Penerapan larangan menggunakan plastik sekali pakai di seluruh pasar tradisional dan modern di Balikpapan terkendala belum tersedianya alternatif pembungkus yang fungsi dan harganya sama dengan plastik.
Oleh
Sucipto
·4 menit baca
BALIKPAPAN, KOMPAS — Peraturan tentang larangan menggunakan plastik sekali pakai di seluruh pasar tradisional dan pasar modern sudah diberlakukan di Balikpapan, Kalimantan Timur. Namun, penerapannya terkendala karena pedagang dan pembeli membutuhkan pembungkus alternatif yang fungsi dan harganya sama dengan plastik, terutama untuk membungkus daging, ikan, dan makanan berminyak.
Wali Kota Balikpapan Rizal Effendi mengumumkan Peraturan Daerah Nomor 1 Tahun 2019 tentang Pengurangan Produk/Kemasan Plastik Sekali Pakai mulai diberlakukan menyeluruh di Balikpapan ketika perayaan Hari Jadi Ke-123 Balikpapan, Senin (10/2/2020). Selain itu, penggunaan styrofoam dan sedotan plastik juga dilarang di pusat perbelanjaan modern dan tradisional.
”Larangan itu juga berlaku di kawasan pendidikan dan wisata yang bernuansa lingkungan,” kata Rizal dalam pidato Hari Jadi Balikpapan saat itu.
Meski demikian, pedagang di pasar tradisional tak bisa serta merta meninggalkan kantong plastik sekali pakai. Di Pasar Klandasan, misalnya, para pedagang masih menggunakan kantong plastik sekali pakai. Bukan karena tak patuh terhadap aturan, tetapi mereka tak punya pilihan lain untuk membungkus barang dagangannya.
Irma (47), pedagang telur, mengaku sudah mengetahui bahwa ada peraturan daerah (perda) yang melarang penggunaan plastik sekali pakai melalui media massa. Namun, ia belum bisa meninggalkan plastik karena telur riskan pecah saat dibawa pembeli.
”Kalau telur asin, bisa tidak pakai pembungkus. Sebab, kalau pecah, kemungkinan tidak mengotori barang lainnya. Namun, kalau telur biasa, bisa pecah dan bikin amis. Hanya kantong plastik yang murah dan antibocor,” tutur Irma, Jumat (14/2/2020).
Selain pedagang telur, kantong plastik juga tidak bisa ditinggalkan oleh pedagang ikan dan daging. Daging-dagingan dan ikan berpotensi mengeluarkan air dan bau yang bisa menempel ke barang belanjaan lain jika ditempatkan dalam satu wadah. Jika menggunakan karton atau koran bekas, air bisa tembus.

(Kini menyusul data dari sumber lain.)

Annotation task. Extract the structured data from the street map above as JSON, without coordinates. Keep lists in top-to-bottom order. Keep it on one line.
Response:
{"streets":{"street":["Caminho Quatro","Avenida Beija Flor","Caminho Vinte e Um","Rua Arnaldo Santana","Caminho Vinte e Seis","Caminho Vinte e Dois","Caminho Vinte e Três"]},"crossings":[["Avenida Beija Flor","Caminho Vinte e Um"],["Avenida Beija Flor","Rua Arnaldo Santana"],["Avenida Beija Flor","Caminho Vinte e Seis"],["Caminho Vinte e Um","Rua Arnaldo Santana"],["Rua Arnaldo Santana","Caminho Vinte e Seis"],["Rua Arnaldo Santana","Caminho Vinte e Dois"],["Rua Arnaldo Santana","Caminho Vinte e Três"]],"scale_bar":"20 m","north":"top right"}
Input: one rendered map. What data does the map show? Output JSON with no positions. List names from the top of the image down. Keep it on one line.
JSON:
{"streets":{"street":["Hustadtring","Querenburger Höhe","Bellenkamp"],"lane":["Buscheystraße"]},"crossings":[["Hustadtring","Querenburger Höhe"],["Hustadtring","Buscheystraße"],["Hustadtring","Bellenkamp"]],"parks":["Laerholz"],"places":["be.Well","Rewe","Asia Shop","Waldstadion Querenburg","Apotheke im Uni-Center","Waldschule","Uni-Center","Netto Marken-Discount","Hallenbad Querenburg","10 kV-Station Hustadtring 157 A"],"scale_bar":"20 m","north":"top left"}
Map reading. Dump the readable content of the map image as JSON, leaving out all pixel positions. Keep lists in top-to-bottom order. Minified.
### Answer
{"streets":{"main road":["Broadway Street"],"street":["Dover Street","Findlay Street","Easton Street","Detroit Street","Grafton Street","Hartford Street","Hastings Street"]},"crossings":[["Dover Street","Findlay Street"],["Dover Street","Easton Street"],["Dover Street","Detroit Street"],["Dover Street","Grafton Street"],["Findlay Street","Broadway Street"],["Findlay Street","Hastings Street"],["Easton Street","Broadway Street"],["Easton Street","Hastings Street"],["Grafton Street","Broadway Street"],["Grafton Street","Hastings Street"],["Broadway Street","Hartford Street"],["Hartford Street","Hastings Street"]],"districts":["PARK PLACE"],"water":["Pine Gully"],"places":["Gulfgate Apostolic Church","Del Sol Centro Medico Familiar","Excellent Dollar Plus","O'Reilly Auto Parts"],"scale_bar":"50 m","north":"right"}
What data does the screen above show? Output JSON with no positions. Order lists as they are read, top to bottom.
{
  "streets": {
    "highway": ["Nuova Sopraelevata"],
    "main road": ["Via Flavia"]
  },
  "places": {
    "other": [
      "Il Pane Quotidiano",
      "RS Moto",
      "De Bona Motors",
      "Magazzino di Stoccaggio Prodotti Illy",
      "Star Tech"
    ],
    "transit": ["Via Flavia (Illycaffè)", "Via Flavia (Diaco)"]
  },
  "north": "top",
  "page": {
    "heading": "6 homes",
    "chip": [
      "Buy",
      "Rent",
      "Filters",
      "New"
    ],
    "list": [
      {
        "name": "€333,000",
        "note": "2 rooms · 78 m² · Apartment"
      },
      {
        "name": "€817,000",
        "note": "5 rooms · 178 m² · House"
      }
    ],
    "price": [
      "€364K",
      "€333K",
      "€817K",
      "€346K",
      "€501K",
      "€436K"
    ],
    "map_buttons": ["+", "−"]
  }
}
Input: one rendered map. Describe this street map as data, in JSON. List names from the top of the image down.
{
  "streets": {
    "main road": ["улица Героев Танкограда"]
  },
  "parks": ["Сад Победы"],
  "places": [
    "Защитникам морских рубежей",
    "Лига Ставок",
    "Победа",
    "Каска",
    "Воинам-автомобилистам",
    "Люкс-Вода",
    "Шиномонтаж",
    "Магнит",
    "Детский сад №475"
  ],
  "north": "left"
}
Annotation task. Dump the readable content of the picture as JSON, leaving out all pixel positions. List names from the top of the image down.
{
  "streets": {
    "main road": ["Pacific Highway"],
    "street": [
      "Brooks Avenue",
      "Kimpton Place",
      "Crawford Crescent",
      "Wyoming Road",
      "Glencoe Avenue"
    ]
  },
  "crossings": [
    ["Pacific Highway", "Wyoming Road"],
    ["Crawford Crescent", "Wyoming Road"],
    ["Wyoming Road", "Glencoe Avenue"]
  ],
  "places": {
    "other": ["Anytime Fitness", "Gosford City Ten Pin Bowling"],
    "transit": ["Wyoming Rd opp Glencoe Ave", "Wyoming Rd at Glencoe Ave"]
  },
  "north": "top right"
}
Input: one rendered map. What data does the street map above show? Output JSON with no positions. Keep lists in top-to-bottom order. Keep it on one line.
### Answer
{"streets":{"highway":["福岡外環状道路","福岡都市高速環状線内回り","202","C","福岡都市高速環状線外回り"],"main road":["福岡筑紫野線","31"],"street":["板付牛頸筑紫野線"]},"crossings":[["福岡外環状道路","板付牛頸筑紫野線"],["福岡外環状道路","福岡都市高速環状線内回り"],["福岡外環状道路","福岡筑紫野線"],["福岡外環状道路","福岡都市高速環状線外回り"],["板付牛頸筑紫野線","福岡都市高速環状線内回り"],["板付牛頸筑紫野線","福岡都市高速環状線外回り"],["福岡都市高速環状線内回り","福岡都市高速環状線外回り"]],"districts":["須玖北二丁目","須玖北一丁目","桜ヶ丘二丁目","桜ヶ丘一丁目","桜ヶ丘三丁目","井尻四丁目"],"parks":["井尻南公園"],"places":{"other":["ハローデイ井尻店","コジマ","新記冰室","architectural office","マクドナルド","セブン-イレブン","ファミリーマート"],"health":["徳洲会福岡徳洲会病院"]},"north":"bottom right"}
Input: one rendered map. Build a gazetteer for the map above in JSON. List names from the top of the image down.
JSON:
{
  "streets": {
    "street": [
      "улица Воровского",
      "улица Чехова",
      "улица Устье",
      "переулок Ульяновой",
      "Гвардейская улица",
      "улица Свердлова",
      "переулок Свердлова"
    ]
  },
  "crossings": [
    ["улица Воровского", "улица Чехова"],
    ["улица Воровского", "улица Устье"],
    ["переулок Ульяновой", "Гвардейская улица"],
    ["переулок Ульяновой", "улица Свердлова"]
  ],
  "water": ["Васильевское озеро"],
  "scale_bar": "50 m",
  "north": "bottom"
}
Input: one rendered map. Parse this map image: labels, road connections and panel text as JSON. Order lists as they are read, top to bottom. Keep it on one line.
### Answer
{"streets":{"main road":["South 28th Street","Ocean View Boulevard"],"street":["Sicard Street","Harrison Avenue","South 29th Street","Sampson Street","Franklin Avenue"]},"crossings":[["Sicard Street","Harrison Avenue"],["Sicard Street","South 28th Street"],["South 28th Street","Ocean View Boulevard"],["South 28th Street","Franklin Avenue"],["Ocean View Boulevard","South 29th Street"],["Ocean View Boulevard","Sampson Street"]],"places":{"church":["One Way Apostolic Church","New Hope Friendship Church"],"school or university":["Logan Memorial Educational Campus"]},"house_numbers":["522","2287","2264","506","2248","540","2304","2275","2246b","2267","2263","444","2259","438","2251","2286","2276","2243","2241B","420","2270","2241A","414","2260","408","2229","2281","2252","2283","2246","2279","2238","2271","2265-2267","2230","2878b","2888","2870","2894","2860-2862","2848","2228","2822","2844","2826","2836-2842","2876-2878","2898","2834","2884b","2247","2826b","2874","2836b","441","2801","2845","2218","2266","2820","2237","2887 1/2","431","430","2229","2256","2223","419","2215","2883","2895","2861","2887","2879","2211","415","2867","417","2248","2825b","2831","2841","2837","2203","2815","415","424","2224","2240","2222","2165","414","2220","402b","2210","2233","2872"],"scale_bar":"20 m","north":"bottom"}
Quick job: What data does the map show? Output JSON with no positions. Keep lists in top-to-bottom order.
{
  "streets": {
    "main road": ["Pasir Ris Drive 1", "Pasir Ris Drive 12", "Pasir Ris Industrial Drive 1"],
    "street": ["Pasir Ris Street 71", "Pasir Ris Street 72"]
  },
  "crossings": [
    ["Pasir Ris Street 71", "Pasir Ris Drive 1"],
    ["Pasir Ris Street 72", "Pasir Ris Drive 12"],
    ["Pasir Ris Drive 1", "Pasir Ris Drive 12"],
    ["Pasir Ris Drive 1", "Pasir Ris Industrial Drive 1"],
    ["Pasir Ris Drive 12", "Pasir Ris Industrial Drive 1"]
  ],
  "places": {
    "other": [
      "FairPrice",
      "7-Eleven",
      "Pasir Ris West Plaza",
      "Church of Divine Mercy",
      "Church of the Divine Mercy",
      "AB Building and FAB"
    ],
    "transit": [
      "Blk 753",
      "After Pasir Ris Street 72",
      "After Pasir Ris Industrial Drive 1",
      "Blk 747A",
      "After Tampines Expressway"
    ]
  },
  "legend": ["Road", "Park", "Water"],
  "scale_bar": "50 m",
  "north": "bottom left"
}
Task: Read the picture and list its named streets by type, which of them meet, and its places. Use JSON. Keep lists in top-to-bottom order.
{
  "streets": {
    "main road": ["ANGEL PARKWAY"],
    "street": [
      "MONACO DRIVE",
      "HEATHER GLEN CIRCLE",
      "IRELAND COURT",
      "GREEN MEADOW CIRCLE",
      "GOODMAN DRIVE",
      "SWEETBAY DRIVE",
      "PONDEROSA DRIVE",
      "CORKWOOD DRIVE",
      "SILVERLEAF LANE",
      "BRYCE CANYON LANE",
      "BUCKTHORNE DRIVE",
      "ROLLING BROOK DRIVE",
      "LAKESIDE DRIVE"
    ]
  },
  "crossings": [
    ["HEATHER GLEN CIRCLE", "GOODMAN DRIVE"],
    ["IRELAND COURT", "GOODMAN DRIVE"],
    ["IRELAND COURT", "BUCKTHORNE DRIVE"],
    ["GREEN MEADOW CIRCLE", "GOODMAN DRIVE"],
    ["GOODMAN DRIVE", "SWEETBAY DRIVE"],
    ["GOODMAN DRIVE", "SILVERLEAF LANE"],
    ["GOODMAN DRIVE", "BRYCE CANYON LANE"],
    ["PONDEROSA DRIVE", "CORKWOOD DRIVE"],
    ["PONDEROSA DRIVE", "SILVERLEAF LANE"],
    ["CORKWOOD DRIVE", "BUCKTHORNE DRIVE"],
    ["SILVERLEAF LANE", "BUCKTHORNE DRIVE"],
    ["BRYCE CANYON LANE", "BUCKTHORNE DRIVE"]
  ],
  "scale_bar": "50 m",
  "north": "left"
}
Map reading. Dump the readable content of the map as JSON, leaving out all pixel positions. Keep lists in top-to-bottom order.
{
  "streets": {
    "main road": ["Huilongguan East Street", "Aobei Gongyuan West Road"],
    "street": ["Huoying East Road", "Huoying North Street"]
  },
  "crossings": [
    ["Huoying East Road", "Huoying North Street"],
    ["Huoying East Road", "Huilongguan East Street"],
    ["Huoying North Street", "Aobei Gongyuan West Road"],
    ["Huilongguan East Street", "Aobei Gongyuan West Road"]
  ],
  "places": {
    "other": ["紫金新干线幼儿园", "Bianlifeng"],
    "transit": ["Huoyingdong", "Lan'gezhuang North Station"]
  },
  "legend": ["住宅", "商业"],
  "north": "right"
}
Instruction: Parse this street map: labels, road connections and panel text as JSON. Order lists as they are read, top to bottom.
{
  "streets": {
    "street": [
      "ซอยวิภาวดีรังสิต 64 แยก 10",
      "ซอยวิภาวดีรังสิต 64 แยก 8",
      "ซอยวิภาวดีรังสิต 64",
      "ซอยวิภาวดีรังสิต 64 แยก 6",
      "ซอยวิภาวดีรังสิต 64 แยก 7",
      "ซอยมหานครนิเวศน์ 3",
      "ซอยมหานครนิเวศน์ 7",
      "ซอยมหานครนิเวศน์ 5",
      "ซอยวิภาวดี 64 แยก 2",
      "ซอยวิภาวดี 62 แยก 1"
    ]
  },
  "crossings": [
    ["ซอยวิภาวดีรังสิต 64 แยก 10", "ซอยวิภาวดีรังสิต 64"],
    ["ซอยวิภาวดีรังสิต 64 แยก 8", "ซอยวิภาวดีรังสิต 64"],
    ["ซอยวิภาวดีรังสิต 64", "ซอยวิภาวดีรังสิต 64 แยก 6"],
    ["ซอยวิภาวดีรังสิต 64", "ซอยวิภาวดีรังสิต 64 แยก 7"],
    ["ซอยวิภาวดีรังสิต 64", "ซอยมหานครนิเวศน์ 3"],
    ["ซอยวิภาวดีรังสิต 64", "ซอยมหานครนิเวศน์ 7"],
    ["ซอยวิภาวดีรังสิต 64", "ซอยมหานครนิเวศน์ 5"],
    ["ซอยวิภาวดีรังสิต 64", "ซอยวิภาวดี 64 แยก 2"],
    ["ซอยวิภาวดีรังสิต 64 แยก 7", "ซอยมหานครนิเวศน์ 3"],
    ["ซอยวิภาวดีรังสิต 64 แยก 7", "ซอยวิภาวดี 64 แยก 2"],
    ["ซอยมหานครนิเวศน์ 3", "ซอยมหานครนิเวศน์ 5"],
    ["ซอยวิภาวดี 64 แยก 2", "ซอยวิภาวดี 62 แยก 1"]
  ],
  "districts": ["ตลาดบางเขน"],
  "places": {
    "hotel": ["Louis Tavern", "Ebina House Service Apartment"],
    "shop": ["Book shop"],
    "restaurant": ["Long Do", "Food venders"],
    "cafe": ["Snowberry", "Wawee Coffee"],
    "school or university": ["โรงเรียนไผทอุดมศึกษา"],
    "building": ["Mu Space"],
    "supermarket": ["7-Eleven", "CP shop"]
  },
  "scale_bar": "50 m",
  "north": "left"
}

Sebaiknya plastik jangan cuma dilarang, tetapi disediakan juga pengganti yang harga dan manfaatnya sama dengan kantong plastik.
Iwan Kurniawan (40), pedagang daging sapi, berharap pemerintah menyediakan alternatif pengganti plastik. Sebab, ia sudah mencari-cari pembungkus lain, tetapi yang harganya murah dan tahan terhadap air hanya kantong plastik.
”Kalau peraturannya melarang penggunaan plastik, saya sepakat saja. Sebaiknya, penggunaan plastik jangan cuma dilarang, tetapi disediakan juga pengganti yang harga dan manfaatnya sama dengan kantong plastik,” kata Iwan.
Sekali belanja kantong plastik, Iwan menghabiskan Rp 30.000 untuk 200 kantong plastik sekali pakai. Biasanya, stok plastik itu habis dalam dua sampai tiga hari. Iwan berharap pemerintah bisa menyediakan pengganti kantong plastik sekali pakai yang harganya tidak jauh berbeda dengan kantong plastik.
Pengganti kantong plastik dan kemasan plastik lainnya juga sulit ditinggalkan Halimah (53), pedagang kue dan gorengan di Pasar Klandasan. Ia selama ini mendapatkan kue dari mitranya. Beberapa kue, seperti risoles, kue lapis potongan, tahu goreng, dan pastel goreng, sudah dibungkus plastik kecil oleh pembuatnya.
Pembeli yang datang juga biasanya hanya membawa tas jinjing untuk menampung semua barang belanjaan, seperti sayur, ikan, dan bumbu masak. ”Biasanya kantong plastik yang memisahkan berbagai barang belanjaan agar tidak tercampur atau bau karena belanjaan lain,” kata Halimah.
Eki Yulia (44), yang tengah berbelanja di Pasar Klandasan, hanya membawa satu tas jinjing untuk belanja rutin di pasar. Sekali berbelanja, ia membeli banyak jenis bahan makanan. ”Kalau dilarang (menggunakan plastik), saya harus terbiasa bawa tempat menyimpan makanan biar bahan makanan yang saya beli tidak tercampur,” katanya.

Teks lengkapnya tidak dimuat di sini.